◆ **Brief**: Which lines of the data include the string "async"? List them all.

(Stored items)
────────────────────
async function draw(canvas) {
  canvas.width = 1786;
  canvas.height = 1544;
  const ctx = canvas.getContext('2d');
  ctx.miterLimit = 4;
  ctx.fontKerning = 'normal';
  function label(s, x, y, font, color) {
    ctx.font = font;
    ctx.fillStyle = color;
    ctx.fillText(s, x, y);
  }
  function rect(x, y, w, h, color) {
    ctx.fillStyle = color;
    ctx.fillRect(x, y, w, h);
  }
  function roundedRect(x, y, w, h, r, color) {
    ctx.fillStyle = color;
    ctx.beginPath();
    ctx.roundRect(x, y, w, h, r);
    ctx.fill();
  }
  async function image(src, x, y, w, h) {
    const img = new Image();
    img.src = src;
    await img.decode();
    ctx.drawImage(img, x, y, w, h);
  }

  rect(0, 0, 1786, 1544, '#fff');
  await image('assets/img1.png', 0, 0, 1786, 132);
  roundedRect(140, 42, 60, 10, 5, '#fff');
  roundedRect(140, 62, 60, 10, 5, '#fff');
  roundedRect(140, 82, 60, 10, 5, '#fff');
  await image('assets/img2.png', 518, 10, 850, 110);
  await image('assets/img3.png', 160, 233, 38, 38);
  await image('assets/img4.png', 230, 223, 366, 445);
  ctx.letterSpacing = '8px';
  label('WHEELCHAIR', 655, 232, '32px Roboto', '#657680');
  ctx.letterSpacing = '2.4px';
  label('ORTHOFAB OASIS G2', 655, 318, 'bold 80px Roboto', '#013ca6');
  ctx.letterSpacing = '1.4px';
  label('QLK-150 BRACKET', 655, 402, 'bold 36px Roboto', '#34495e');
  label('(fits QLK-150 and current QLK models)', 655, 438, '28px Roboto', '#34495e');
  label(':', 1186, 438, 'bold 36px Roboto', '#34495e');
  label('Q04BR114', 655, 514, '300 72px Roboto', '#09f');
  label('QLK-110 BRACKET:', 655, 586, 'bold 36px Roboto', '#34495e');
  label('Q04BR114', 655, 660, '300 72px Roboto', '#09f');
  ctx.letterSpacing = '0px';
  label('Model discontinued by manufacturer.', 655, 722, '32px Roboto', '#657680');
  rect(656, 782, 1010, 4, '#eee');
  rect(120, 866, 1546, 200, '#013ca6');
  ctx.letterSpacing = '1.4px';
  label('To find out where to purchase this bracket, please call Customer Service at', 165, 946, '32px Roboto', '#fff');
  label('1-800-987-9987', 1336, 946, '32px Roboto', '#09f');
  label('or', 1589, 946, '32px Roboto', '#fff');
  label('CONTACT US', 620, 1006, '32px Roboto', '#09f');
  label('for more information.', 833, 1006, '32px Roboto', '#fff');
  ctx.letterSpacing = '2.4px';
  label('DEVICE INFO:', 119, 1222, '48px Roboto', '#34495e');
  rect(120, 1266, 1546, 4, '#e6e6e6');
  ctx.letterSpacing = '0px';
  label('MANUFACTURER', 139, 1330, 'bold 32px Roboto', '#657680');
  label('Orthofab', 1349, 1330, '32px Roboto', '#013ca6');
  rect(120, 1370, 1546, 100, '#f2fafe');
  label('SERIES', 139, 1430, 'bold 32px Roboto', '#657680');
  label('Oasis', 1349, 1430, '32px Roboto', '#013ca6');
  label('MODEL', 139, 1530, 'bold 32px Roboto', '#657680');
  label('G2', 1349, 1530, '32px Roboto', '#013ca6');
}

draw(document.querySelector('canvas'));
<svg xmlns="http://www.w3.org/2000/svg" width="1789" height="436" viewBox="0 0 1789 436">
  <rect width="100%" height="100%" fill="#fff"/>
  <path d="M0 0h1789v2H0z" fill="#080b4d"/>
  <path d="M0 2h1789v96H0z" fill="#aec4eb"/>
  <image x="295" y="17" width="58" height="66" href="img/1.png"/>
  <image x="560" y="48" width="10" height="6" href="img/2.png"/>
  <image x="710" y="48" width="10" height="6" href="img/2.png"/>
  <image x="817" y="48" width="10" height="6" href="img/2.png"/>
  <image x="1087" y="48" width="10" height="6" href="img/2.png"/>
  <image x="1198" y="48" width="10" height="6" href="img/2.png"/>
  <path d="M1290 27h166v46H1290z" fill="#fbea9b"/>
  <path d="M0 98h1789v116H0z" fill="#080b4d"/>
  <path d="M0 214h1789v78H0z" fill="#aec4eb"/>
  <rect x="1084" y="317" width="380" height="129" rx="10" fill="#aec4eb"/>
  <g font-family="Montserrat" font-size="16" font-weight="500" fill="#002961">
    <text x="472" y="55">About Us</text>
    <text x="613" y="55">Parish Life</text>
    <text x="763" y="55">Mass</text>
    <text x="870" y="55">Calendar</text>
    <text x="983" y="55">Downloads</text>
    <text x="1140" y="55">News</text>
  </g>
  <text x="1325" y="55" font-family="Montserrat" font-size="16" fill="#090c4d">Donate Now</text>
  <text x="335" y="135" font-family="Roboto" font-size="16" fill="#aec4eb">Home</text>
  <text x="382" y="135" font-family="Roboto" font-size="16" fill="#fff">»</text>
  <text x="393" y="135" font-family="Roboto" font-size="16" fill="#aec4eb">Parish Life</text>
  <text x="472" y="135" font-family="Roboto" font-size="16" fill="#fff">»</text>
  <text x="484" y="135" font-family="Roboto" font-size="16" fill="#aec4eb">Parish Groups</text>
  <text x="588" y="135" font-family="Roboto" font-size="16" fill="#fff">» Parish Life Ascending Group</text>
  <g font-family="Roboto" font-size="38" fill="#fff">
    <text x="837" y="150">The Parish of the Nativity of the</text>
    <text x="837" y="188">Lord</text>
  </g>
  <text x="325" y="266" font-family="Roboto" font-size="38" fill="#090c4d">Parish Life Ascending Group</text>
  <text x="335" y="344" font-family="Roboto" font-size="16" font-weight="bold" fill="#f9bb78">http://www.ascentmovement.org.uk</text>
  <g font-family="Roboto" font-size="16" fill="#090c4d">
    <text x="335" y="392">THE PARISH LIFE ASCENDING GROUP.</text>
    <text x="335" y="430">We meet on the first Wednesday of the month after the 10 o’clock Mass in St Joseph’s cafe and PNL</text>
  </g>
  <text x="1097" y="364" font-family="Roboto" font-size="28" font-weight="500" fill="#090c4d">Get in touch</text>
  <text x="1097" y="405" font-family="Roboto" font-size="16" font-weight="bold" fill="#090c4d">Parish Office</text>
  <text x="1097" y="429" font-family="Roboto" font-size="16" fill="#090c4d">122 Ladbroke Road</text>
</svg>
────────────────────
◆ **Result of this task**:
async function draw(canvas) {
  async function image(src, x, y, w, h) {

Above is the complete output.